Già Costen, nel 1934, aveva notato una forte associazione tra disturbi all’orecchio (dolore, ovattamento, ronzii) a problematiche mandibolari, che oggi sappiamo essere tipicamente causate dal bruxismo, notturno o diurno.
Quando ipotizzare un coinvolgimento mandibolare nell’acufene?
Si può pensare ad una correlazione tra DTM, bruxismo e acufeni quando il ronzio si modifica aprendo la bocca o sbadigliando o se, insieme all’acufene, sono presenti altri sintomi come:
- il dolore all’articolazione temporo-mandibolare (spesso scambiata per mal d’orecchio, in quando la sede del dolore è pressoché sovrapponibile),
- il senso di tensione al viso,
- il mal di testa a tempie e fronte,
- i rumori alle articolazioni mandibolari muovendo la mandibola.
Spesso è lo stesso otorinolaringoiatra che, avendo visitato il paziente ed escluso e/o trattato le problematiche di sua competenza, identifica un problema di bruxismo o di problematiche mandibolari, invia il paziente ad uno gnatologo per cercare nuove strade terapeutiche.
Cosa può aspettarsi il paziente?
E’ impossibile ed imprudente fare promesse ai pazienti con acufene: quanto più è “vecchio” l’acufene e stabile (ossia non ha fluttuazioni a seconda del momento della giornata, della posizione o dello stress), tanto più è improbabile avere successo.

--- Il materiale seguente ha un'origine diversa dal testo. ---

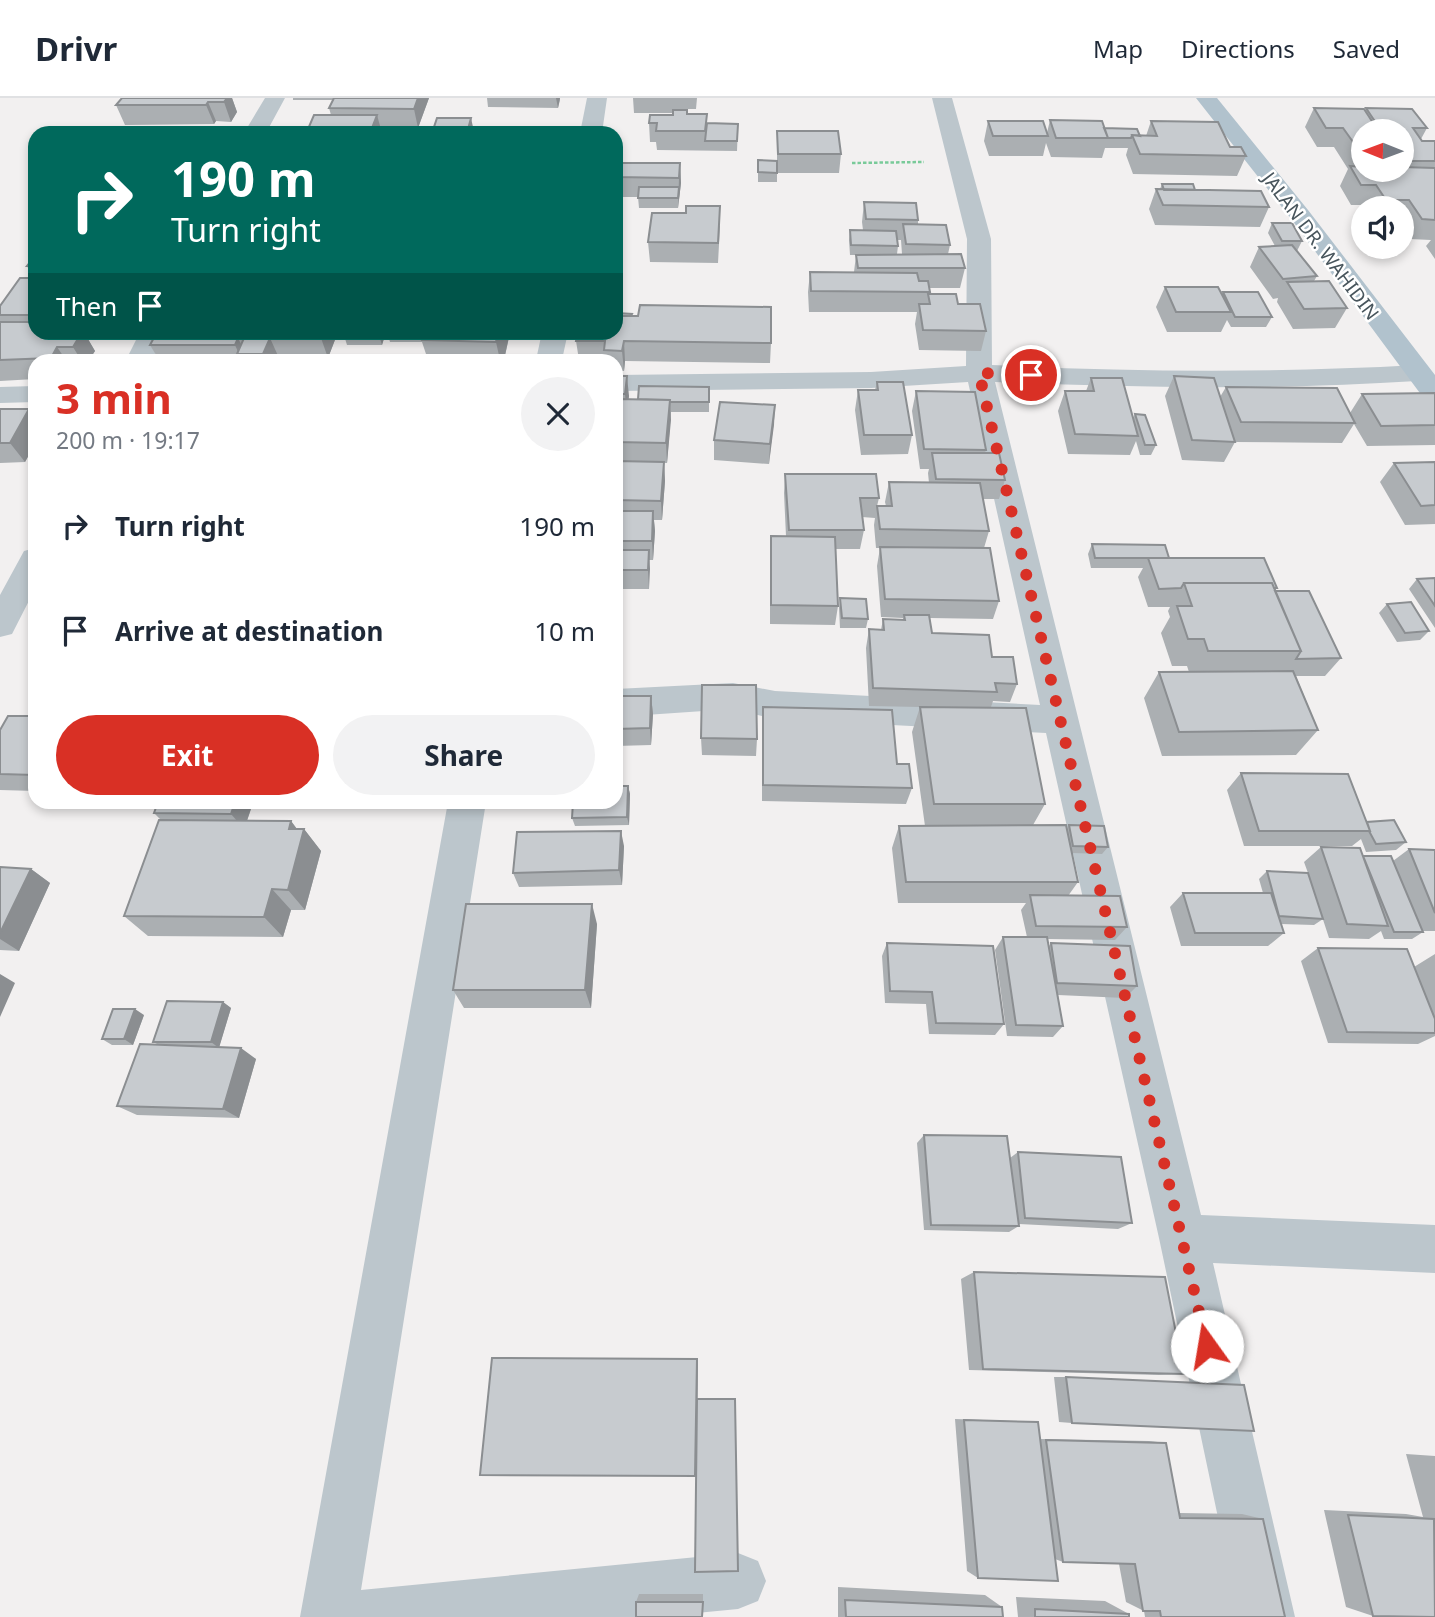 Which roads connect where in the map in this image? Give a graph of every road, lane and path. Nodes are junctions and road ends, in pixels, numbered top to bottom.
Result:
1 (275, 98) edge
2 (597, 98) edge
3 (942, 98) edge
4 (1206, 98) edge
5 (259, 126) edge
6 (592, 126) edge
7 (956, 161) junction
8 (852, 163) dead end
9 (979, 373) junction
10 (623, 383) edge
11 (1429, 384) edge
12 (28, 394) edge
13 (0, 395) edge
14 (28, 572) edge
15 (0, 625) edge
16 (623, 703) edge
17 (1060, 720) junction
18 (466, 809) edge
19 (1182, 1238) junction
20 (1435, 1249) edge
21 (738, 1581) edge
22 (328, 1617) edge
23 (363, 1617) edge
24 (1267, 1617) edge

1 - 5 street
2 - 6 street
3 - 7 street
4 - 11 main road, JALAN DR. WAHIDIN
7 - 8 path
7 - 9 street
9 - 10 street
9 - 11 street
9 - 17 street
12 - 13 street
14 - 15 street
16 - 17 street
17 - 19 street
18 - 22 street
19 - 20 street
19 - 24 street
21 - 23 street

Per questa ragione è importante farsi visitare subito se l’acufene persiste per più di 24 ore.
Quello che si può fare in caso di sovrapposizione tra acufene e DTM è trattare la problematica Temporo-Mandibolare al meglio possibile e sperare che l‘acufene abbia un miglioramento, ovviamente spiegando tutto molto chiaramente al paziente per non creare false illusioni.
Per prima cosa è fondamentale migliorare la consapevolezza del bruxismo del paziente, sia notturno che diurno, e facendo tutto il possibile per diminuirlo: tecniche di rilassamento, terapia cognitivo-comportamentale o anche farmaci miorilassanti. Più il paziente serra i denti e più si ha compressione dell’articolazione.

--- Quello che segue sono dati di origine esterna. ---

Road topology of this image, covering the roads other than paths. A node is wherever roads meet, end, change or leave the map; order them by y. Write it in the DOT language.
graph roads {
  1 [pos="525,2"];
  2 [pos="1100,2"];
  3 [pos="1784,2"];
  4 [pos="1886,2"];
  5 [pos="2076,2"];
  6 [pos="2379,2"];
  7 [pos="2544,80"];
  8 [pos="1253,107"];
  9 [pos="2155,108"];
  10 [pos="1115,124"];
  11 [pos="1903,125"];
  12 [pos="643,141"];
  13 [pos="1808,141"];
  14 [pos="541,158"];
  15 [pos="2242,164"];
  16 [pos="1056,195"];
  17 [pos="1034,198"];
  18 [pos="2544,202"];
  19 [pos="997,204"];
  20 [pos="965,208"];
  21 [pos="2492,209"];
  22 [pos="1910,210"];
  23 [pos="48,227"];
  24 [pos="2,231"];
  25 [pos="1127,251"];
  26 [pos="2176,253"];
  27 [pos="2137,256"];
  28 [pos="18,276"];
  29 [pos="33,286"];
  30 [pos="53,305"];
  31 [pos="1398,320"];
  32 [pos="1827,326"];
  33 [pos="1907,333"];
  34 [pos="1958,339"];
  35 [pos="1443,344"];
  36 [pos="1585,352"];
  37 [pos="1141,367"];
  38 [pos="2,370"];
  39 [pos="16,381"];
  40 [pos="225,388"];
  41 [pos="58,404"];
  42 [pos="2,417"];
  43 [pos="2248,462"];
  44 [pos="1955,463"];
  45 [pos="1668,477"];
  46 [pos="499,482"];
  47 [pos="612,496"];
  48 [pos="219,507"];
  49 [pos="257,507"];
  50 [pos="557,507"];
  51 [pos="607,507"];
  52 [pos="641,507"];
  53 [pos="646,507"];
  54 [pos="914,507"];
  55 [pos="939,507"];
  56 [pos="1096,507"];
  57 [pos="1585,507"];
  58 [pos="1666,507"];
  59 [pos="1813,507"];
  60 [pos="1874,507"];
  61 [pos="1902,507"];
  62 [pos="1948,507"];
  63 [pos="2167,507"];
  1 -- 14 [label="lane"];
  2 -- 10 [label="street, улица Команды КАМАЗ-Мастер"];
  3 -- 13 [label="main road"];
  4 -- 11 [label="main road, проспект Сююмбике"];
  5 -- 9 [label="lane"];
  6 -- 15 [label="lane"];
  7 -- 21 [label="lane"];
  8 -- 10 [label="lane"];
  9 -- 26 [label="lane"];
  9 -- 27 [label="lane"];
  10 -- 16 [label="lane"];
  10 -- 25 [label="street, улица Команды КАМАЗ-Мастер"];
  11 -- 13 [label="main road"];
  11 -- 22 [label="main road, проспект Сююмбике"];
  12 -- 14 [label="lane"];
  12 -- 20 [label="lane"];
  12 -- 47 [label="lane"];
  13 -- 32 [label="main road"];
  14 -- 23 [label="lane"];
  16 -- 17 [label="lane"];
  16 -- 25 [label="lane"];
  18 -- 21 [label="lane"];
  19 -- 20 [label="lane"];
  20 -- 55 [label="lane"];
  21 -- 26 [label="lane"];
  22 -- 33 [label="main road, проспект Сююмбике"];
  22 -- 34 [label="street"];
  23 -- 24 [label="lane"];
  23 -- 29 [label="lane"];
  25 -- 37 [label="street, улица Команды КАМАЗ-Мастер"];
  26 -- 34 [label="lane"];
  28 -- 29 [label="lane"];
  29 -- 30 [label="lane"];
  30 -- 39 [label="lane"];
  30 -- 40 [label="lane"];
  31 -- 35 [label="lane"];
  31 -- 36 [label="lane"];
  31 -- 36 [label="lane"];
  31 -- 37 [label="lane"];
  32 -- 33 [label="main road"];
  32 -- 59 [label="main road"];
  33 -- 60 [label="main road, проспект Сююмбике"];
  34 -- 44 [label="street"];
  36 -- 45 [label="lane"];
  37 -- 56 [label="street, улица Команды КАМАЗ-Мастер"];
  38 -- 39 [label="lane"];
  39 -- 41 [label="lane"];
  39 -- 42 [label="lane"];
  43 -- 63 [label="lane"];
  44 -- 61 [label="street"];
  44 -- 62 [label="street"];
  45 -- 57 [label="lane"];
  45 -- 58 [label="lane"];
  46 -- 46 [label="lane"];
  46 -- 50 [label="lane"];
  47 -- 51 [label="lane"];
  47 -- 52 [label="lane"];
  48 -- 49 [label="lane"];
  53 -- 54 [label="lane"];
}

Poi è opportuno realizzare un bite, che rilassi la muscolatura e limiti la compressione delle ATM, che provoca un aumento della pressione capillare locale.
Stress e acufene
Purtroppo l‘acufene può essere molto mal tollerato dai pazienti, che diventano tesi, irritabili, si ossessionano con mille trattamenti spesso fallimentari. L’acufene può essere estremamente invalidante, tanto che alcuni pazienti cadono addirittura in depressione, trovandosi a dover stravolgere la propria vita (si fatica a dormire e a concentrarsi o anche semplicemente ad uscire a cena con gli amici).

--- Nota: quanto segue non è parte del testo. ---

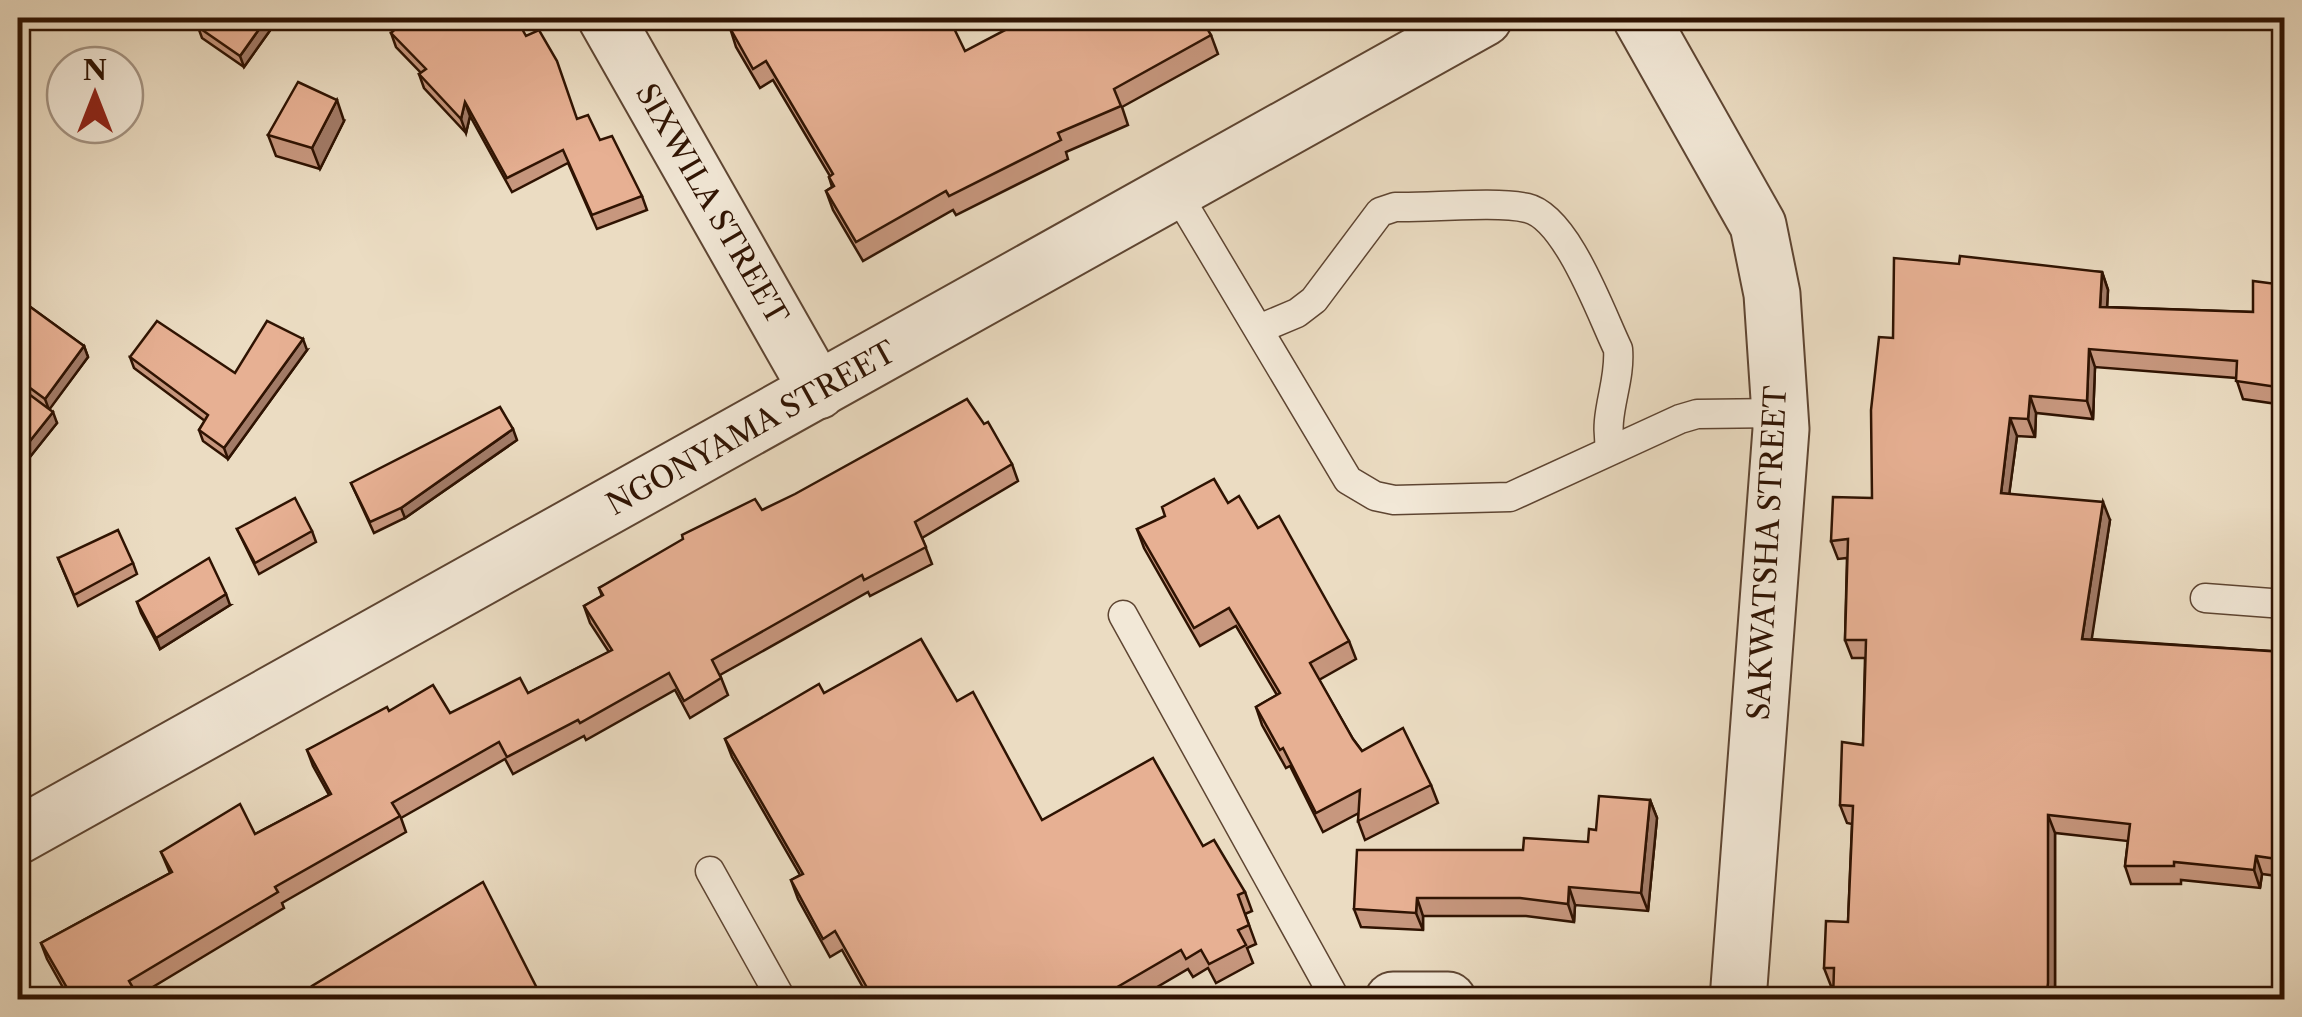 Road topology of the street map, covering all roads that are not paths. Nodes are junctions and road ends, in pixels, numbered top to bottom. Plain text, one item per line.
1 (606, 18) edge
2 (1484, 18) edge
3 (1641, 18) edge
4 (1175, 190) junction
5 (1259, 329) junction
6 (818, 391) junction
7 (1780, 414) junction
8 (1611, 450) junction
9 (2206, 598) dead end
10 (2284, 604) edge
11 (1122, 615) dead end
12 (18, 836) edge
13 (710, 871) dead end
14 (782, 1000) edge
15 (1336, 1000) edge
16 (1393, 1000) edge
17 (1448, 1000) edge
18 (1738, 1000) edge

1 - 6 street, SIXWILA STREET
2 - 4 street, NGONYAMA STREET
3 - 7 street, SAKWATSHA STREET
4 - 5 lane
4 - 6 street, NGONYAMA STREET
5 - 8 lane
5 - 8 lane
6 - 12 street, NGONYAMA STREET
7 - 8 lane
7 - 18 street, SAKWATSHA STREET
9 - 10 lane
11 - 15 lane
13 - 14 lane
16 - 17 street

Purtroppo tanto più pensiamo e “ascoltiamo ” l’acufene e tanto più questo si prenderà spazio nel nostro cervello. A causa della neuroplasticità, che è la formidabile capacità del cervello di riorganizzarsi e di riadattarsi, più pensiamo all’acufene e più intensamente il nostro cervello lo percepirà. Quindi il consiglio, spesso mal digerito dai pazienti perché estremamente difficile da seguire, è quello di cercare di ignorare l’acufene, di non lasciargli spazio nei nostri pensieri, di non combatterlo ma di farselo “scivolare addosso”, facendo appello a tutte le nostre capacità di rilassamento e accettazione.